2007/07/16
BERRO Barbera D'Asti 2004
Chianti La Vigna を買いに足しげく通っているビックカメラで、先日目新しいイタリアワインを見つけた。正面ラベルに"BERRO"と大きく表示され、背ラベルにはいろいろ書いてあるが全部イタリア語なので読めない。けれども、普段は一般の店で1,300円程度で売られているワインがバーゲンで980円ということだ、物は試しとケチ臭い了見で買ってきた。読めないラベルの代わりにウェブで集めた情報によると、このワインの一番の特徴は、ステンレスタンクのみで熟成させることにあるらしい。普通は木の樽に移して数ヶ月間の熟成期間を与えるが、これはステンレスタンク内だけで熟成が行われるのだそうだ。フーム・・・と思いながら抜いた栓を見ると、コルク材の代わりにプラスティックが使われていて、密閉性にすぐれているためか、抜いた時にスポン!と大きな音が出た。考えるまでもなく、コルク栓というものは完全に密閉するわけではなく、少しずつ酸素を通して何年もかけてワインを熟成(酸化)させる役目があると理解している、しかしプラスティック栓にそんな芸当ができるのか。思うに、このような造り方の狙いは「雑味」を排除することにあるのかもしれない。比較参考のために日本酒の場合を考えてみた。昔は醸造、熟成時に木の樽を使っていたが現在はステンレスかホーローのタンク、瓶詰めしたあとは密閉性の高い金属栓で外気をシャットアウトして劣化を防ぐ。日本酒はなにしろ「雑味」を嫌い、味と香りは純粋なほど評価が高いという独特の味覚基準を持つが、これは赤ワインとは正反対の方向だろう。前にも書いたように記憶しているが、赤ワインでは、味覚の表現としてタバコとかゴムなどの香り(におい)まで許されるという、雑味の塊のような世界だ。酒類は一般に貯蔵期間が長くなれば雑味も増えるし、特に日本酒やワインのような、アルコール分が十数パーセントと低い醸造酒は貯蔵する期間は1年が限界、それ以上は特殊な処理をしない限り劣化するのみになる。それでワインには必ず酸化防止剤として「二酸化硫黄(または同等物質)」を添加してある。面白いことに日本には「無添加」と称し、この酸化防止剤を使わないワインを製造販売しているメーカーがあるが、そのようなワインは作ってから半年もたつと味が極端に落ちてしまうというキワモノで、ワインには酸化防止剤が絶対必要なことを逆に証明している。ただし酸化は防止できても、木の樽に入れればどうしても樽のニオイがつくし、また栓のコルク材は空気を通すから味がある程度変化するのは避けられない。

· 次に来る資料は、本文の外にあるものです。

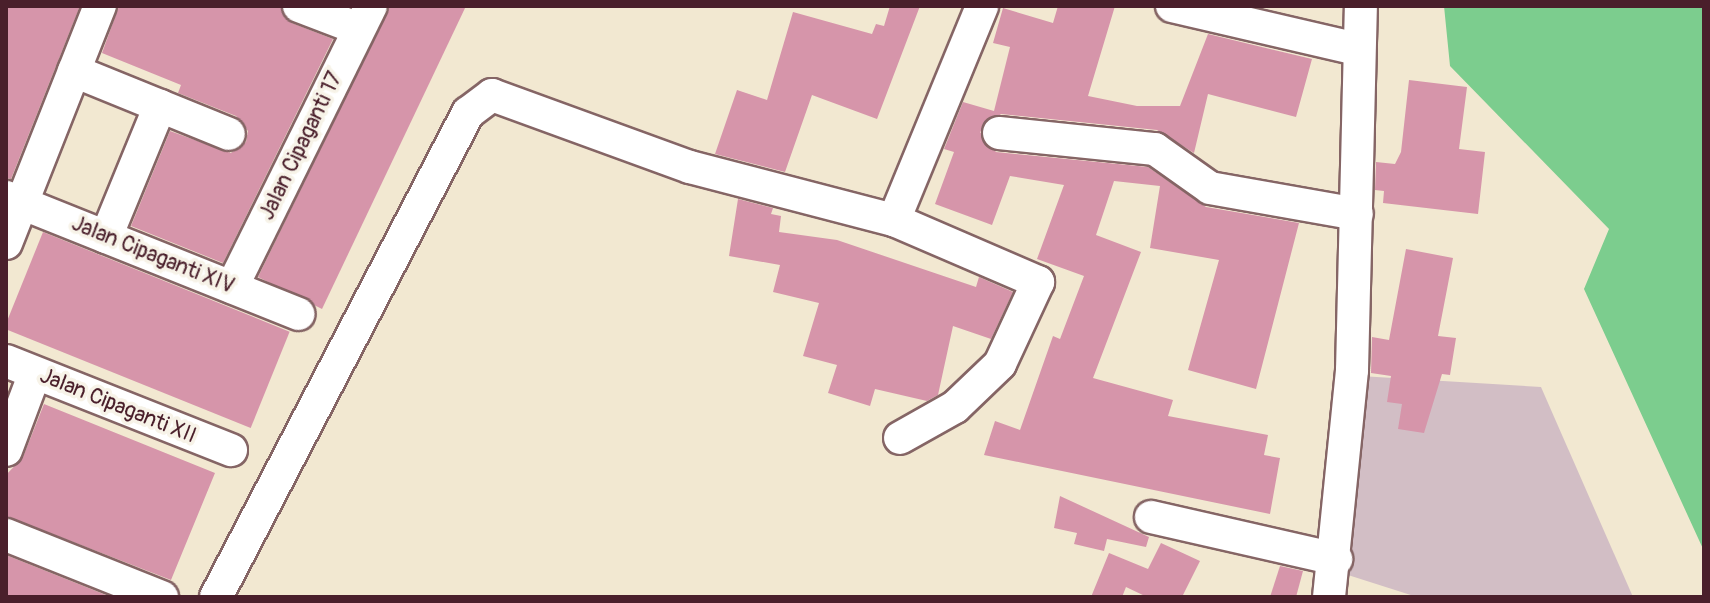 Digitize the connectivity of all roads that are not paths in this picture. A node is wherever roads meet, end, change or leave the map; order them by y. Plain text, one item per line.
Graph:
1 (100, 6) edge
2 (299, 6) edge
3 (982, 6) edge
4 (1172, 6) edge
5 (1361, 6) edge
6 (365, 18) edge
7 (1357, 49) junction
8 (74, 71) junction
9 (160, 106) junction
10 (999, 133) dead end
11 (229, 134) dead end
12 (14, 200) edge
13 (1357, 214) junction
14 (894, 220) junction
15 (106, 237) junction
16 (6, 243) edge
17 (232, 287) junction
18 (299, 314) dead end
19 (21, 367) edge
20 (900, 438) dead end
21 (6, 450) edge
22 (231, 450) dead end
23 (1151, 517) dead end
24 (6, 535) edge
25 (1336, 559) junction
26 (159, 595) edge
27 (216, 597) edge
28 (1329, 597) edge

1 - 8 street
2 - 6 street
3 - 14 street
4 - 7 street
5 - 7 street
6 - 17 street, Jalan Cipaganti 17
7 - 13 street
8 - 9 street
8 - 12 street
9 - 11 street
9 - 15 street
10 - 13 street
12 - 15 street, Jalan Cipaganti XIV
12 - 16 street
13 - 25 street
14 - 20 street
14 - 27 street
15 - 17 street, Jalan Cipaganti XIV
17 - 18 street, Jalan Cipaganti XIV
19 - 21 street
19 - 22 street, Jalan Cipaganti XII
23 - 25 street
24 - 26 street
25 - 28 street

説明がくどくなってしまったが、要するにこの BERRO は日本酒の吟醸酒のような純粋で雑味がない方向を目指していると思われ、それはそれで成功しているのではないか。日本酒だって、私の好きな福島県郡山の「金寶自然酒」は昔ながらの造りでいろいろな味が楽しめるし、吟醸造りの酒もうまいと思う。ただ、個人的には金寶や Chianti La Vigna の泥臭さが好みということになる。